There's a lot of clicking through to do on this one. A LOT. It was almost to the point where I began to suspect that the entire story was really just static fiction with a "turn the page" button after each sentence. But we do eventually get to a choice to be made ... and then it's another sixty-seven million (give or take) clicks before the next choice....

The author's got a good handle on the language, don't get me wrong. The prose is well-written and conveys quite well what's going on, both inside and outside of the protagonist's head. But ... after a few dozen "click to continue" clicks, I found myself simply clicking blindly to get ahead rather than giving the prose the attention it deserved. It shows, I think, that even good prose can be defeated by questionable design.

The story is also weakened by its structure and construction. We have an opening section in which our heroine deals with the final dark days of a doomed Earth, and also gives birth to her daughter Penelope; despite its potential, this section is completely non-interactive. Then we have a section on board the spaceship as the remnants of humanity search for a new home; there appears to be only one choice open to us here, and it relates to what we tell Penelope about our old home. In the middle of all this chaos and strife, the one choice we do have is about what to say in this one conversation?

I think we're dealing here with a basic misunderstanding about how and where choices may be used to enrich a story. It seems as though all the interesting choices have been taken out of our hands, leaving us with the dull ones. Of particular note is our interaction with our daughter. If the purpose of the opening sections was to impress on us the importance of this relationship, I don't claim to be an expert, but I think it could have done better by letting us interact at a few key, strategic moments, rather than by going into detail via textdump.

The point of the relationship with our daughter is to give us a reason to keep moving after we've landed on a habitable planet.

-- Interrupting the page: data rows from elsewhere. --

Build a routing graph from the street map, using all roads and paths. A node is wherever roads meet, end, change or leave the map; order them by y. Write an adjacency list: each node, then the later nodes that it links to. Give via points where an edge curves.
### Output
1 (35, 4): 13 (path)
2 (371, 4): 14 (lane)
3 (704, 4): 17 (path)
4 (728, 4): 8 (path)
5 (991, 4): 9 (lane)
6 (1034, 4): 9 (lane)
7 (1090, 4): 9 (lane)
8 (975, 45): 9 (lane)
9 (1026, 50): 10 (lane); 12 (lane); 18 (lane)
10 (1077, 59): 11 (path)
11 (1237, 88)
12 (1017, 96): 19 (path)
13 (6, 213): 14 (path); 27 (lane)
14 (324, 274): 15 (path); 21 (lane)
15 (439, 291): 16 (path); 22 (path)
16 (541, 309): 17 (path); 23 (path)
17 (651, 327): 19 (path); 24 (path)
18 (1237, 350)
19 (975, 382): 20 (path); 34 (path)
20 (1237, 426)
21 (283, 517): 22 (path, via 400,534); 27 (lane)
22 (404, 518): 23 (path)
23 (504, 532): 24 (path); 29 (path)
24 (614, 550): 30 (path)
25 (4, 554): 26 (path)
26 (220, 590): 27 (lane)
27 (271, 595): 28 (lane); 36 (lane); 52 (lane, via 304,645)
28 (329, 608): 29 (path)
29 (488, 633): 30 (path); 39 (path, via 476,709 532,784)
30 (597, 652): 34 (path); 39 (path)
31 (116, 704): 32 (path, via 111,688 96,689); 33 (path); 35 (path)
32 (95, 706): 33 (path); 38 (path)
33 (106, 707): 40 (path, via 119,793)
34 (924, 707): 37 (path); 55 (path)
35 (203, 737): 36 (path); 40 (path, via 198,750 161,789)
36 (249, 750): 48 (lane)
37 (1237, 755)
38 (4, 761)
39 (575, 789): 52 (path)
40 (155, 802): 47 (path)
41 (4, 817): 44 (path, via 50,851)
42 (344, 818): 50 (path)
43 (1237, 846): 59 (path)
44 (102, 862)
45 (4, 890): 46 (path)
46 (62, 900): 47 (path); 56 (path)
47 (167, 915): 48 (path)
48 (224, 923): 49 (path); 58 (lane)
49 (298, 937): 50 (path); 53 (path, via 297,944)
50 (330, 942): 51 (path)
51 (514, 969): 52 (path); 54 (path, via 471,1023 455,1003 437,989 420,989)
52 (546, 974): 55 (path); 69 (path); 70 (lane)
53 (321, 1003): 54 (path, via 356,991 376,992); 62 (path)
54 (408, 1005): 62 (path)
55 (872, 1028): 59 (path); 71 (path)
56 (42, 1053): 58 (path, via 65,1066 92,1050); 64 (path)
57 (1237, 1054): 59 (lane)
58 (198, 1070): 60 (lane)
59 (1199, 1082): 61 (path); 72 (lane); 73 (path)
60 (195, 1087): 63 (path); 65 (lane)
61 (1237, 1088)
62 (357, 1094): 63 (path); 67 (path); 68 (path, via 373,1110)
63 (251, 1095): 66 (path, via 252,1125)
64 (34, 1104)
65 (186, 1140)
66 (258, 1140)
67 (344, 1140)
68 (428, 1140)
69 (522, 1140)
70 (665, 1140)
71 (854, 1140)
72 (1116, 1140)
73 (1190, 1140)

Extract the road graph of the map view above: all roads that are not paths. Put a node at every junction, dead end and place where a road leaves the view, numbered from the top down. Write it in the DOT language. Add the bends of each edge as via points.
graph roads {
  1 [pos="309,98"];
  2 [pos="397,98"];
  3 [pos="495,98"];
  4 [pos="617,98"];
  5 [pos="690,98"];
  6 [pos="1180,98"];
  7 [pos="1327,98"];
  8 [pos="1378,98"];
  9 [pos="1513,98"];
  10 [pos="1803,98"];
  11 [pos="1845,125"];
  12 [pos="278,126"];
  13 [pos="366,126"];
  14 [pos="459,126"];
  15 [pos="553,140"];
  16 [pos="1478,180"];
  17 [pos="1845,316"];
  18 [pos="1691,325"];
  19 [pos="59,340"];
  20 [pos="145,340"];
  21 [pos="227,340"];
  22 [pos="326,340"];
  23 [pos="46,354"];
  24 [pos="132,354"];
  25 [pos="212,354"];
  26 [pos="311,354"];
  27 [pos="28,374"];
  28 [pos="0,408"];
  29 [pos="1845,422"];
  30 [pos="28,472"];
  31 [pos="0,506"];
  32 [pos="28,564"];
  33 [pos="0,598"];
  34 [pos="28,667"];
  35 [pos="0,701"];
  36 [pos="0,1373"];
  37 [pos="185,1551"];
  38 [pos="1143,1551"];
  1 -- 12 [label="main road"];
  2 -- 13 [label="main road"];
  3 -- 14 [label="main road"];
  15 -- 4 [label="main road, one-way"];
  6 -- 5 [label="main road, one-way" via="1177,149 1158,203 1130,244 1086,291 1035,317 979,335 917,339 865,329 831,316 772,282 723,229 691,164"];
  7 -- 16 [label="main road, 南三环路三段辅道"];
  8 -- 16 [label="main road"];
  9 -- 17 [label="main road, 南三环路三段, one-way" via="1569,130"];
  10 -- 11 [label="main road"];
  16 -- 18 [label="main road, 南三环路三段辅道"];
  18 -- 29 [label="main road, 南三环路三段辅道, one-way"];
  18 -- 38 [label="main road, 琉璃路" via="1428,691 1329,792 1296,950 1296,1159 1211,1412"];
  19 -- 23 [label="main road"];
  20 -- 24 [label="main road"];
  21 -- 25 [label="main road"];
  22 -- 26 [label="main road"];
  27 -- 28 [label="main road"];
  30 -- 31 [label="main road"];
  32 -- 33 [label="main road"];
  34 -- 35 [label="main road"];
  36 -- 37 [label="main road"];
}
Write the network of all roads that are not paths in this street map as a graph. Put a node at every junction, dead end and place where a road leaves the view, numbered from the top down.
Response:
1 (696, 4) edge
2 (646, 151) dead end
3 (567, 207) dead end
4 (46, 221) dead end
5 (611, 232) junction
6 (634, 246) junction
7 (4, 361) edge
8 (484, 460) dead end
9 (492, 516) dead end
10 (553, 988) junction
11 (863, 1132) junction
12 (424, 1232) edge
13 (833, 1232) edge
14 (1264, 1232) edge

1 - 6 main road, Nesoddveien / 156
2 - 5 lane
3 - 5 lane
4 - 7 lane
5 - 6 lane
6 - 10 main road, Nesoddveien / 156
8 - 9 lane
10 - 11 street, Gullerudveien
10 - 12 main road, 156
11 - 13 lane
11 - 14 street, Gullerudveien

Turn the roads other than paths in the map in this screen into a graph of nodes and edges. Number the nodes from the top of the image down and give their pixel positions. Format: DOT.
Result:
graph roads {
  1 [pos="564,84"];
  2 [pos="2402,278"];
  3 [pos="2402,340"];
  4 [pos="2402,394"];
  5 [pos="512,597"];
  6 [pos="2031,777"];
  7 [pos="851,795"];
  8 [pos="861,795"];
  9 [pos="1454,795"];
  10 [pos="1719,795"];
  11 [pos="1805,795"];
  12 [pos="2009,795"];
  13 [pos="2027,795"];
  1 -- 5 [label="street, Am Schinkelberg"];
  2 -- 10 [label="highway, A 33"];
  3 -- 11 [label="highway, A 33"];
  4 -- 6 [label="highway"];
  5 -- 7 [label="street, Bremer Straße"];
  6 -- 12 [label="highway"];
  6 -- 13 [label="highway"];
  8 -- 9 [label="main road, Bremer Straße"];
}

But for myself, I chose to stay on the first planet I hit simply because I couldn't stand to click through many more single-line passages and I thought this choice would end the game. It was, to be fair, a satisfactory ending, at least.

Think of it this way. We have bacon, the best bacon in the world, expertly smoked in hickory and soaked in maple. So ... we chop it into itty-bitty crumbs, boil it in water, and serve it for breakfast on a flat silver platter with chopsticks. Even if boiling the bacon doesn't change its flavour, having to eat it crumb by single crumb is going to ruin the experience. And to drink? Oh, that's okay. A double espresso. Heaven knows the experience has left me feeling a bit jittery.